DATASET:

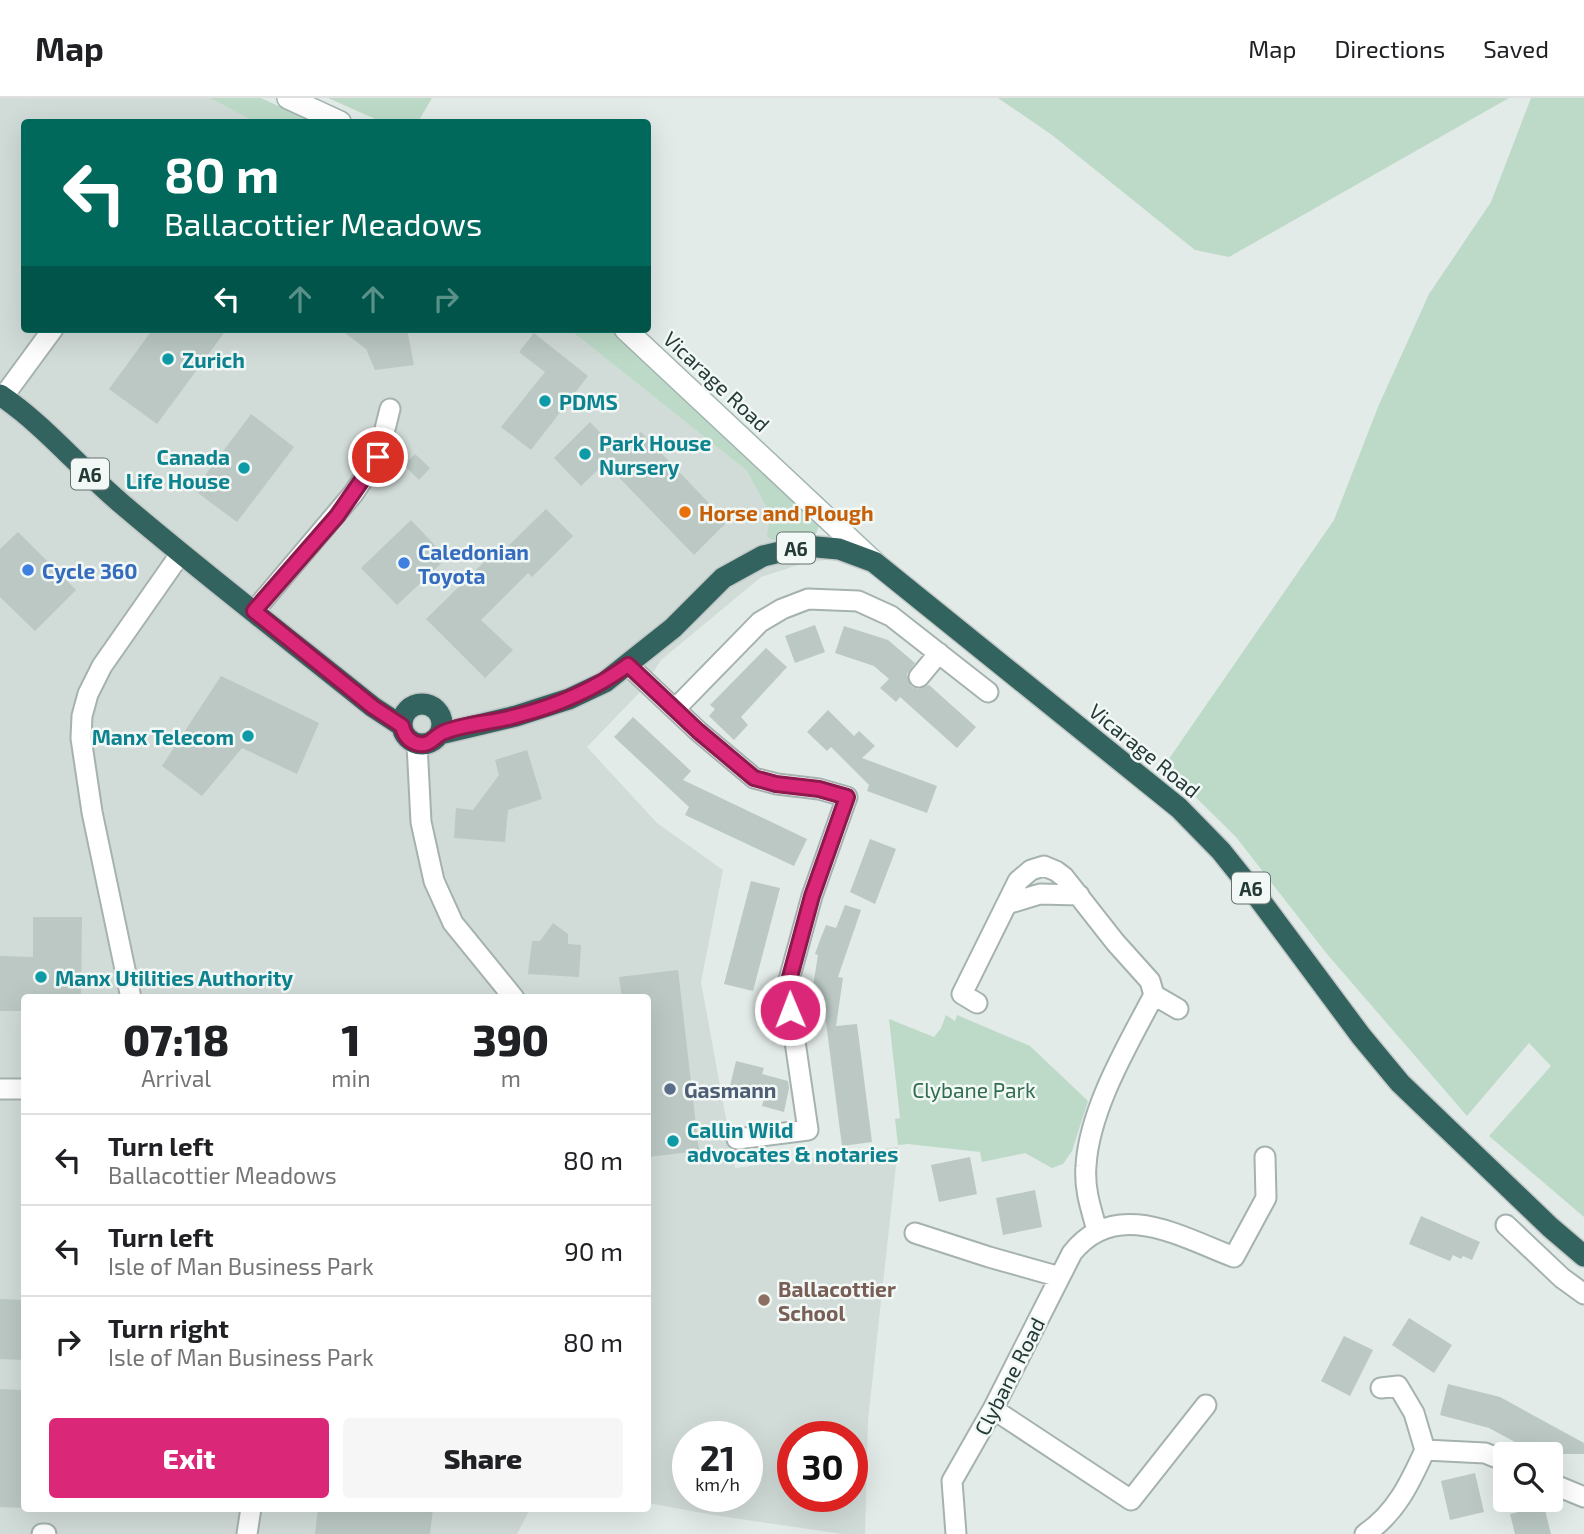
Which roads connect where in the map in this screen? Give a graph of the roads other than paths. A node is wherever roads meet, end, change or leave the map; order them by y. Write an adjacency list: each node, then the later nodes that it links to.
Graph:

...

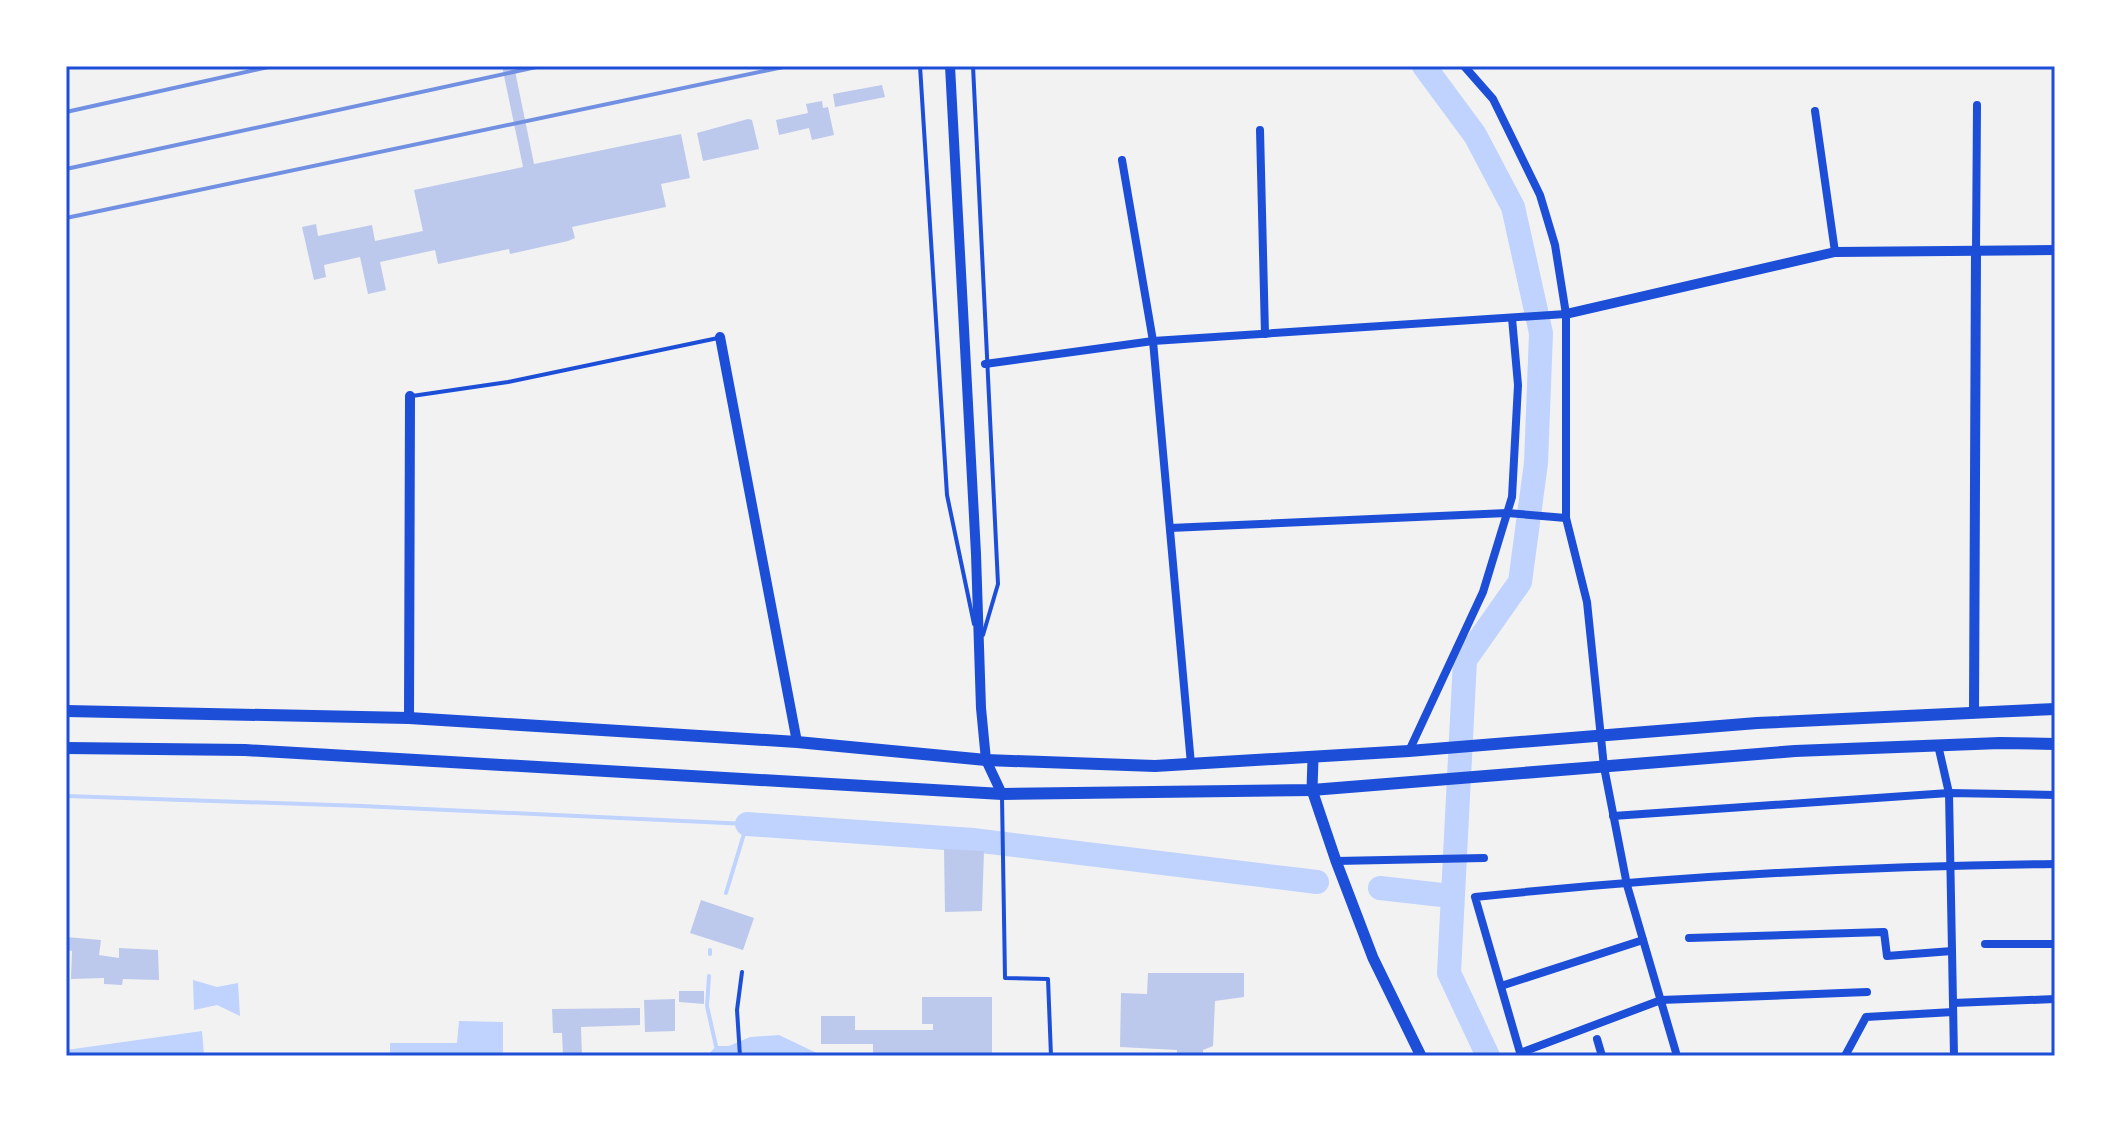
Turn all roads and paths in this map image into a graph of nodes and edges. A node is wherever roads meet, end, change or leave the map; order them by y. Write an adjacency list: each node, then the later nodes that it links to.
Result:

WHAT TO PRODUCE: Copy every line of the listing where the word "change" appears.

ANSWER SECTION:
Which roads connect where in the map in this screen? Give a graph of the roads other than paths. A node is wherever roads meet, end, change or leave the map; order them by y. Write an adjacency list: each node, then the later nodes that it links to.
Turn all roads and paths in this map image into a graph of nodes and edges. A node is wherever roads meet, end, change or leave the map; order them by y. Write an adjacency list: each node, then the later nodes that it links to.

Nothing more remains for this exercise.